Johnson is operating on the basis of a notion that Planned Parenthood, still motivated by Sanger’s eugenicism, is specifically targeting women in Black or non-white communities. In a tiny corner of my brain, I can’t wholly discount this: racism, even if subconscious, is widespread, even among liberals. As a Jewish woman, I have been targeted by anti-semites on the left, on occasion, even if white supremacists on the right are the usual culprits.  

But as a generalization it is wildly off-base. It is as though one were to treat the Pledge of Allegiance as a socialist text simply because it was originally written by a socialist. Whatever one’s view of Planned Parenthood today, treating it as an arm of Sanger’s eugenics is anachronistic and inaccurate. 

It does make for a great cog in the whataboutism wheel though, doesn’t it? Any protest against racial injustice – the shooting of unarmed and innocent Black boys, racial discrimination in schools and workplaces, the legacy of systemic racism that perpetuates cycles of poverty and disenfranchisement in Black communities – can so easily be shut down with this cry that “abortion is the real racism!”

It doesn’t work, though.

It doesn’t work because if Johnson and others really and truly believed abortion was driven by systemic or institutional racism, they would be throwing their energy into opposing racism instead of furthering it. Imagine if instead of attacking racial justice advocates, sneering at fears about antisemitism, and treating Black Lives Matter as a hate group, they were to say something like this: 

“Yes, racism is horrible. It is terrible how the legacy of racism endures in systemic abuses that create poverty and instability, and thus drive up the abortion rate. It is terrible that institutional and personal racism in the medical field means that non-white women get substandard care, leading to a disproportionately high rate of maternal and infant deaths among Black women and babies, as well as increased demand for abortion due to lack of access to acceptable health care. As a white person I can’t begin to understand the terrible pressures Black families face in a society that is rigged against them. As a non-Jewish person I don’t know what it is like to be called vermin and told I would be better off as a lampshade. I shouldn’t excuse anti-semitism in ideological allies. I shouldn’t promote as ‘pro-life’ a president who has advanced racist rhetoric against Hispanics, Latinx, Muslims, Jews and Black persons – while putting into place racist prohibitions intended to target non-white refugees. You are right. White supremacy is a curse that must be opposed in every level of our society, especially if we wish to alleviate the burdens that drive women to seek abortion as the only viable solution.” 

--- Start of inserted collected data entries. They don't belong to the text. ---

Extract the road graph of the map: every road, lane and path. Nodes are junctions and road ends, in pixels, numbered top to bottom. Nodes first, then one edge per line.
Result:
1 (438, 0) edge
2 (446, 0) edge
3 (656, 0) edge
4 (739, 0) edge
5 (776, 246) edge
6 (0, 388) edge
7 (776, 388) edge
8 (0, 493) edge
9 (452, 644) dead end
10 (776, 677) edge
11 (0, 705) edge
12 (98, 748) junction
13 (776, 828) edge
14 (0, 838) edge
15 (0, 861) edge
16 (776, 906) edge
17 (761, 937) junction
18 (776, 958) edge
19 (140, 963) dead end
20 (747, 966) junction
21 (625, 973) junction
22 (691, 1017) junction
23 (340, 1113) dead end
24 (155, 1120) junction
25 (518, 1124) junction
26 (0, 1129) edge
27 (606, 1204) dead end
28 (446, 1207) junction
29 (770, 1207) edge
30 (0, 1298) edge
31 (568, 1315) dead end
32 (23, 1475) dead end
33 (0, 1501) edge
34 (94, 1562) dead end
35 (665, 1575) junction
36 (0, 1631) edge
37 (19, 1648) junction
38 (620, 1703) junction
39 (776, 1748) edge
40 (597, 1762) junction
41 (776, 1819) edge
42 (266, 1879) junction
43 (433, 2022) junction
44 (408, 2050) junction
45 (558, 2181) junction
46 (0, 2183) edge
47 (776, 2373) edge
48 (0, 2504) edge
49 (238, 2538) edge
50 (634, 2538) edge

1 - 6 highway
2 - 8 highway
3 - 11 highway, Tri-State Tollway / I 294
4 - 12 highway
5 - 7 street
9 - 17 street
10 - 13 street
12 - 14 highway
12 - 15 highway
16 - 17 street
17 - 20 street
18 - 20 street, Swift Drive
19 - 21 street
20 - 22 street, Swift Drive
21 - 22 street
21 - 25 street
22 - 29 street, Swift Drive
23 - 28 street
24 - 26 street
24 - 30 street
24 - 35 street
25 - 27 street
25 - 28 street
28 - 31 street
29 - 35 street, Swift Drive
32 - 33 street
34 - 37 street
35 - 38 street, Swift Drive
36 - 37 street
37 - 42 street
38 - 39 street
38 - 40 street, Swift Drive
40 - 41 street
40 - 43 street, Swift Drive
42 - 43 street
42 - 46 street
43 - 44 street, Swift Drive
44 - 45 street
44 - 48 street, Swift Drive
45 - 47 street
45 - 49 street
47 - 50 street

Imagine if they were to say: “I truly believe Black lives matter, unborn as well as born. I realize that I have privilege, as a white person in a civilization founded and upheld by the dictates of white supremacy. I realize I may even be operating on the basis of racist prejudice, myself. How can I do better? How can I help?”

That’s what a genuinely anti-racist pro-life person might say.

But that’s not what Johnson said. She called Bishop Swan a “thug,” and thought it was hilarious that she had made him angry. 

Moreover, she and her followers continue to promote Trump and his Republican regime that enables racism and gives aid to white supremacists.

If they really believe racism is behind abortion, and really want to stop it – wouldn’t they oppose racism? Instead of exacerbating it, voting for it, and manifesting it in their personal lives.